Small airway loss in the physiologically ageing lung: a cross-sectional study in unused donor lungs

弹性反冲 医学 离体 肺容积 气道 老化 核医学 体内 病理 内科学 外科 生物 生物技术
作者
Stijn E. Verleden,Miranda Kirby,Stephanie Everaerts,Arno Vanstapel,John E. McDonough,Erik Verbeken,Peter Braubach,Matthieu Boone,Danesh Aslam,Johny Verschakelen,Laurens J. Ceulemans,Arne Neyrinck,Dirk Van Raemdonck,Robin Vos,Marc Decramer,Tillie L. Hackett,James C. Hogg,Wim Janssens,Geert M. Verleden,Bart M. Vanaudenaerde
出处
期刊:The Lancet Respiratory Medicine [Elsevier]
卷期号:9 (2): 167-174 被引量:43
标识
DOI:10.1016/s2213-2600(20)30324-6
摘要

Summary

Background

Physiological lung ageing is associated with a gradual decline in dynamic lung volumes and a progressive increase in residual volume due to diminished elastic recoil of the lung, loss of alveolar tissue, and lower chest wall compliance. However, the effects of ageing on the small airways (ie, airways <2·0 mm in diameter) remain largely unknown. By using a combination of ex-vivo conventional CT (resolution 1 mm), whole lung micro-CT (resolution 150 μm), and micro-CT of extracted cores (resolution 10 μm), we aimed to provide a multiresolution assessment of the small airways in lung ageing in a large cohort of never smokers.

Methods

For this cross-sectional study, we included donor lungs collected from 32 deceased never-smoking donors (age range 16–83 years). Ex-vivo CT and whole lung high-resolution CT (micro-CT) were used to determine total airway numbers, stratified by airway diameter. Micro-CT was used to assess the number, length, and diameter of terminal bronchioles (ie, the last generation of conducting airways); mean linear intercept; and surface density in four lung tissue cores from each lung, extracted using a uniform sampling approach. Regression β coefficients are calculated using linear regression and polynomial models.

Findings

Ex-vivo CT analysis showed an age-dependent decrease in the number of airways of diameter 2·0 mm to less than 2·5 mm (β coefficient per decade −0·119, 95% CI −0·193 to −0·045; R2=0·29) and especially in airways smaller than 2·0 mm in diameter (−0·158, −0·233 to −0·084; R2=0·47), between 30 and 80 years of age, but not of the larger (≥2·5 mm) diameter airways (−0·00781, −0·04409 to 0·02848; R2=0·0007).

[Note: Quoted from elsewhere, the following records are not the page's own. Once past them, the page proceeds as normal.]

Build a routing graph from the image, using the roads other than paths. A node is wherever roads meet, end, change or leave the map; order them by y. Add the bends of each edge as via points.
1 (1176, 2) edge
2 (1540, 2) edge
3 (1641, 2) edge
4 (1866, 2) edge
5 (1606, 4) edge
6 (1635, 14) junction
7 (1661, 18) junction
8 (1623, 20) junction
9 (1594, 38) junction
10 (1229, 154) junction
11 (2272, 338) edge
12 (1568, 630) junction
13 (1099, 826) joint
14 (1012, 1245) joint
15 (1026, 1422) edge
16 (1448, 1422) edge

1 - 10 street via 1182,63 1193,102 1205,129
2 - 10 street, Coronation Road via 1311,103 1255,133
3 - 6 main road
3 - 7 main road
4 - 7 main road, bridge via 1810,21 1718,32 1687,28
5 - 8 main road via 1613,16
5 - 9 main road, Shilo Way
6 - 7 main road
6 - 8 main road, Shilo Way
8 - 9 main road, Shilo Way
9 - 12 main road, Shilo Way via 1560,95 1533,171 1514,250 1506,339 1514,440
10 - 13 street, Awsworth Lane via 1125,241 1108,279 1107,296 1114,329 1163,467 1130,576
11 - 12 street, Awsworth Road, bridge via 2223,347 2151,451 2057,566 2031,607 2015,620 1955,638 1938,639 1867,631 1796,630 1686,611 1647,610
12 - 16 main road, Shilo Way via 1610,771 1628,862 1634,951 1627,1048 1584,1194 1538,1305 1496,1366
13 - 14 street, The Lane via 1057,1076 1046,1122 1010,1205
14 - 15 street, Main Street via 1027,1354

In micro-CT analysis of small airways, the total number of terminal bronchioles per lung increased until the age of 30 years, after which an almost linear decline in the number of terminal bronchioles was observed (β coefficient per decade −2035, 95% CI −2818 to −1252; R2=0·55), accompanied by a non-significant increase in alveolar airspace size (6·44, −0·57 to 13·45, R2=0·10). Moreover, this decrease in terminal bronchioles was associated with the age-related decline of pulmonary function predicted by healthy reference values.

Interpretation

Loss of terminal bronchioles is an important structural component of age-related decline in pulmonary function of healthy, non-smoking individuals.

Funding

Research Foundation—Flanders, KU Leuven, Parker B Francis Foundation, UGent, Canadian Institutes for Health.